I think at this point, given where things are, that she should call the police domestic abuse team, because what he is doing IS abusive, and not only all the previous financial abuse, but active ongoing emotional abuse to herself and to the children.
She really needs to get this logged with them, because he IS hurting them by this kind of talk, trying to turn them against the person they felt was their safe person - it will be overwhelming for them.
Children do tend to believe what they are told, especially by adults, more so by their parents.

So they MAY have picked up that he is disinterested previously, but unless he was actively hostile, he was just dad. No actual judgement is likely at their age, and they would just be absorbing that how he acts is how dads act. This is another reason why its important to not remain in a toxic relationship - as they subconciously absorb it all, and set it as their template for future relationships.

However, they would know absolutely that their mum loves and cares for them, they see it in her every day actions. She is the one they are close to, and she is the one they come to.

But now that view is at risk of being shaken for two reasons. Their dad is bad mouthing her, and she also has left the home, so she cannot defend these accusations he is making, and reassure them that OF COURSE she loves them and cares for them, but she actually has up and gone, which he will absolutely be telling them is their fault, or is proof at how much she doesnt care for them. Their world will be absolutely rocked, their safety has been pulled out from under them and all they know and will believe is what he is telling them. She bneeds to act quickly and to be honest, she needs to get them, and herself either out of their, or have him removed.

NettleTea · 28/11/2023 16:51

even if she called 101 for a chat.

SheIsStuck23 · 28/11/2023 17:11

She has asked him to leave but he won’t and she has nowhere to go unless she leaves the children behind.

She said she’d rather her be away and the house be quiet and calm, albeit him bad mouthing her to the children, than be full of shouting and screaming if she was there (as in her husband shouting at her) and the children be in tears.

It’s literally one or the other 😢

OP posts:
MargotBamborough · 28/11/2023 17:20

Tell her not to leave the house and certainly not leave her children.
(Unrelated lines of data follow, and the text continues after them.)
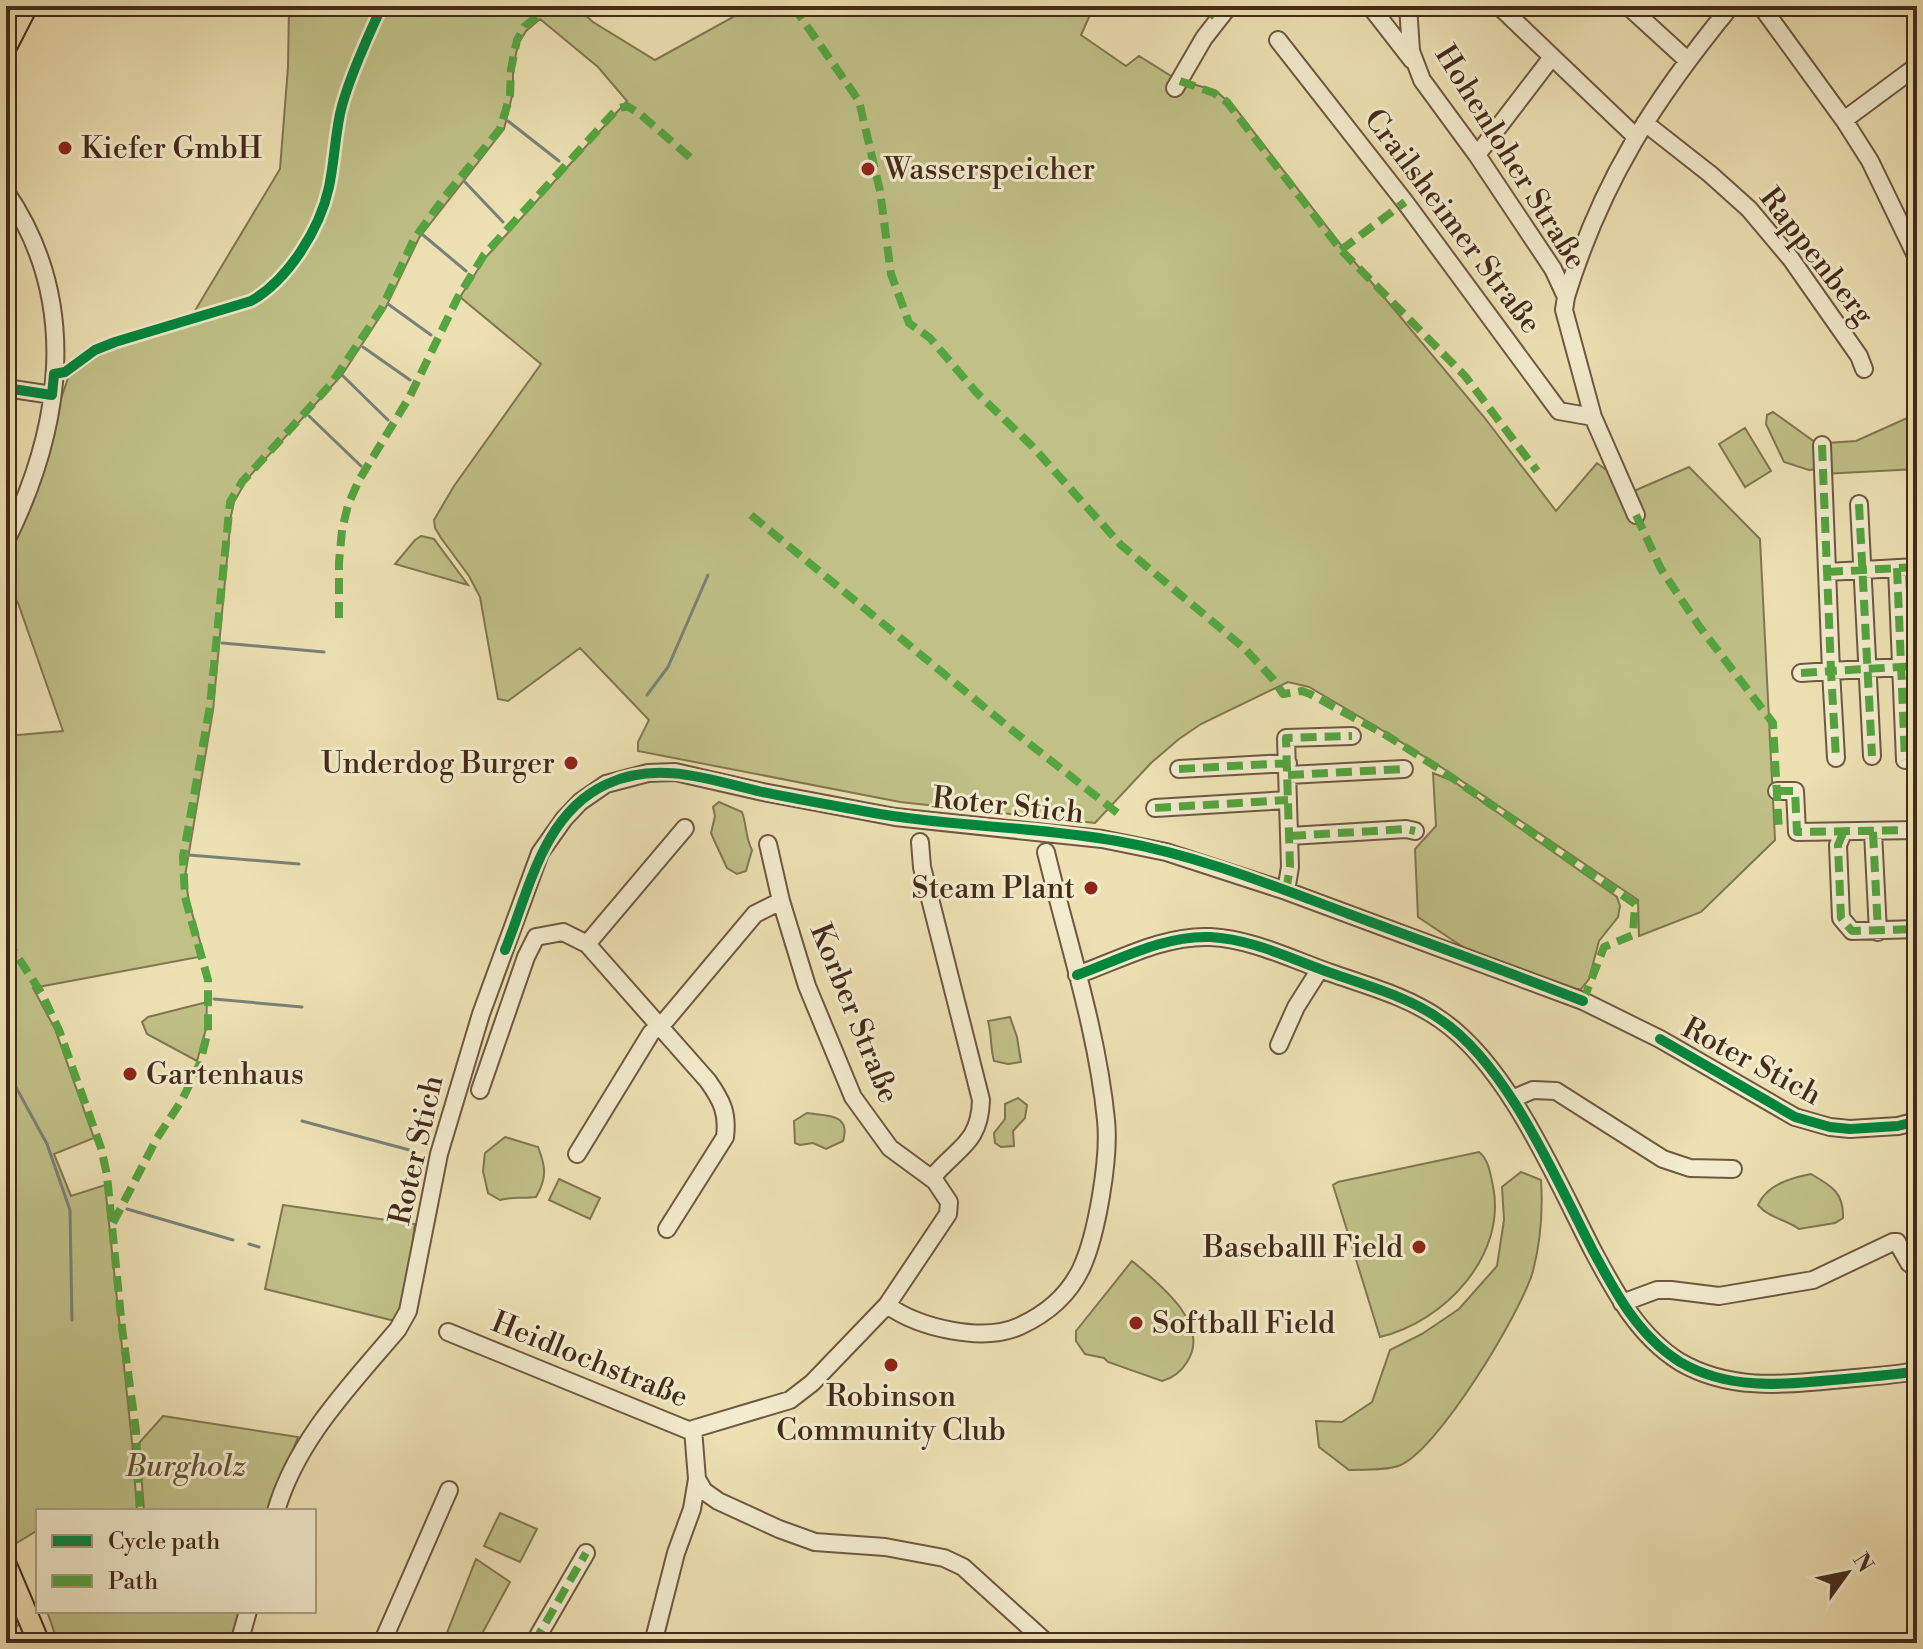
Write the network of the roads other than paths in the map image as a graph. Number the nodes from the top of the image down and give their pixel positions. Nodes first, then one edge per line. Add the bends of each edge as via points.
1 (27, 6) edge
2 (1229, 6) edge
3 (1370, 6) edge
4 (1499, 6) edge
5 (1628, 6) edge
6 (1731, 6) edge
7 (1761, 6) edge
8 (1408, 7) edge
9 (1381, 20) junction
10 (1278, 40) dead end
11 (6, 47) edge
12 (1552, 57) junction
13 (1687, 60) junction
14 (1416, 64) junction
15 (1917, 66) edge
16 (1175, 88) dead end
17 (1844, 120) junction
18 (1640, 130) junction
19 (1477, 155) junction
20 (6, 192) edge
21 (1917, 258) edge
22 (1566, 297) junction
23 (1864, 369) dead end
24 (6, 388) edge
25 (52, 395) junction
26 (1593, 417) junction
27 (1822, 445) dead end
28 (1859, 504) dead end
29 (1636, 515) dead end
30 (6, 541) edge
31 (1917, 567) edge
32 (1897, 568) junction
33 (1862, 569) junction
34 (1827, 572) junction
35 (1906, 666) edge
36 (1867, 669) junction
37 (1831, 671) junction
38 (1801, 673) dead end
39 (1352, 736) dead end
40 (1872, 756) dead end
41 (1836, 758) dead end
42 (1905, 760) dead end
43 (1179, 769) dead end
44 (1288, 769) junction
45 (1404, 769) dead end
46 (1777, 791) dead end
47 (1288, 800) junction
48 (1155, 808) dead end
49 (685, 828) dead end
50 (1917, 830) edge
51 (1415, 831) dead end
52 (1873, 832) junction
53 (1843, 833) junction
54 (1290, 836) junction
55 (920, 842) dead end
56 (768, 844) dead end
57 (1046, 852) dead end
58 (1286, 891) junction
59 (781, 901) junction
60 (1917, 929) edge
61 (1878, 932) junction
62 (587, 944) junction
63 (1320, 969) junction
64 (1077, 975) junction
65 (659, 1026) junction
66 (1279, 1045) dead end
67 (480, 1090) dead end
68 (1512, 1099) junction
69 (1917, 1121) edge
70 (577, 1154) dead end
71 (1733, 1169) dead end
72 (932, 1178) junction
73 (667, 1229) dead end
74 (1917, 1269) edge
75 (1622, 1303) junction
76 (887, 1305) junction
77 (448, 1332) dead end
78 (1917, 1371) edge
79 (693, 1429) junction
80 (697, 1479) junction
81 (449, 1490) dead end
82 (277, 1509) edge
83 (586, 1553) dead end
84 (6, 1565) edge
85 (247, 1613) edge
86 (37, 1643) edge
87 (239, 1643) edge
88 (382, 1643) edge
89 (543, 1643) edge
90 (653, 1643) edge
91 (1047, 1643) edge

1 - 11 main road
2 - 16 street
3 - 9 street
4 - 12 street, Rappenberg
5 - 13 street
6 - 13 street
7 - 17 street
8 - 9 street, Hohenloher Straße
8 - 14 street, Hohenloher Straße
9 - 14 street
10 - 26 street, Crailsheimer Straße via 1559,411
12 - 18 street, Rappenberg
12 - 19 street
13 - 18 street
14 - 19 street, Hohenloher Straße via 1433,97
15 - 17 street
17 - 21 street
18 - 22 street via 1598,207
18 - 23 street, Rappenberg via 1730,190 1768,230
19 - 22 street, Hohenloher Straße
20 - 25 street via 32,238 48,286 55,329
22 - 26 street, Hohenloher Straße via 1564,310
24 - 25 street
25 - 30 street via 46,439
26 - 29 street, Hohenloher Straße
27 - 34 street
28 - 33 street
31 - 32 street
32 - 33 street
32 - 35 street
33 - 34 street
33 - 36 street
34 - 37 street
35 - 36 street
35 - 42 street
36 - 37 street
36 - 40 street
37 - 38 street
37 - 41 street
39 - 44 street via 1286,738
43 - 44 street
44 - 45 street
44 - 47 street
46 - 53 street via 1795,791 1797,832
47 - 48 street
47 - 54 street
49 - 62 street
50 - 52 street
51 - 54 street
52 - 53 street
52 - 61 street
53 - 61 street via 1838,845 1841,918 1852,931
54 - 58 street
55 - 72 street via 981,1100 981,1120 972,1138
56 - 59 street, Korber Straße
57 - 64 street
58 - 69 street, Roter Stich via 1583,1001 1795,1117 1850,1129
58 - 82 street, Roter Stich via 1117,841 895,817 675,772 606,784 580,802 540,853 481,1014 439,1154 408,1311 314,1430
59 - 65 street via 755,914
59 - 72 street, Korber Straße via 807,986 853,1097 890,1148
60 - 61 street
62 - 65 street
62 - 67 street via 563,932 536,937
63 - 64 street via 1242,942 1208,937 1169,942
63 - 66 street
63 - 68 street via 1439,1018 1480,1054
64 - 76 street via 1107,1121 1100,1191 1081,1270 1045,1313 1006,1333 961,1332 903,1316
65 - 70 street
65 - 73 street via 708,1081 723,1102 727,1120 725,1137
68 - 71 street via 1533,1090 1556,1091 1663,1159 1690,1168
68 - 75 street
72 - 76 street, Korber Straße via 950,1208
74 - 75 street via 1893,1242 1813,1280 1719,1296 1657,1290
75 - 78 street via 1649,1337 1679,1361 1728,1380 1788,1384
76 - 79 street, Korber Straße via 790,1400
77 - 79 street, Heidlochstraße
79 - 80 street, Heidlochstraße
80 - 90 street, Heidlochstraße
80 - 91 street via 718,1501 805,1538 944,1558 963,1567
81 - 88 street
83 - 89 street via 538,1636
84 - 86 main road
85 - 87 street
She needs legal advice urgently.

ImCamembertTheBigCheese · 28/11/2023 17:31

MargotBamborough · 28/11/2023 17:20

Tell her not to leave the house and certainly not leave her children. She needs legal advice urgently.

This ^

wited · 28/11/2023 17:39

She needs to go back to the house asap. At the moment he is their main carer.
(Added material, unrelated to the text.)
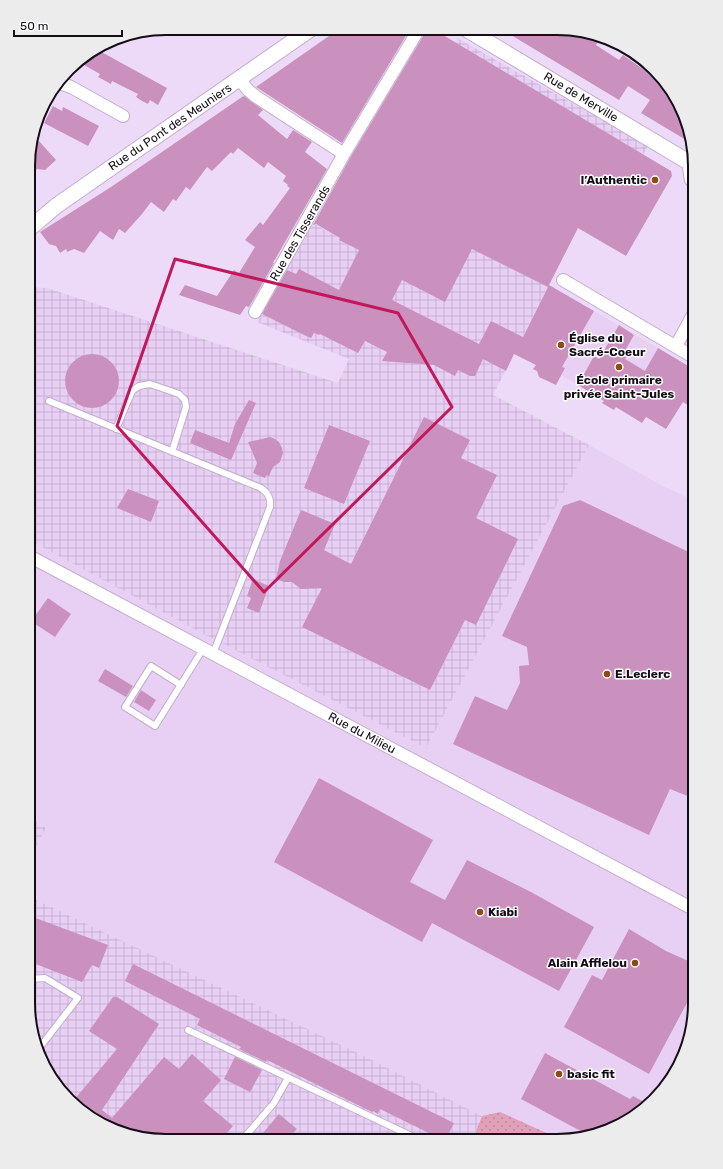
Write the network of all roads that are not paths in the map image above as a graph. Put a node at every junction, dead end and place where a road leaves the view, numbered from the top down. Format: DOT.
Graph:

If she's not safe she needs to call the police. I hope she's okay.

Namerequired · 28/11/2023 17:50

Is it something she could report? You can’t get away with screaming at people on the street why can he do it in her home? Is she able to get out of the house a lot without actually sleeping out of the house? She needs to find a way to stonewall him. Has she spoken with women’s aid and her solicitor in regards to it. I hope there’s something she can do.

MargotBamborough · 28/11/2023 17:59

She should report him to the police for domestic abuse and financial abuse and then try to find a solicitor who can help get an occupation order so she can stay in the house and he has to move out.

If she moves out and leaves her children behind he will say that she has abandoned her children and that he is their primary caregiver.

SheIsStuck23 · 28/11/2023 18:04

MargotBamborough · 28/11/2023 17:59

She should report him to the police for domestic abuse and financial abuse and then try to find a solicitor who can help get an occupation order so she can stay in the house and he has to move out.

If she moves out and leaves her children behind he will say that she has abandoned her children and that he is their primary caregiver.

I didn’t realise that was a potential risk and I don’t think it’s something she will have considered either.

I will ring her and talk to her about it and make her see the potential seriousness it could be if she leaves the children with him.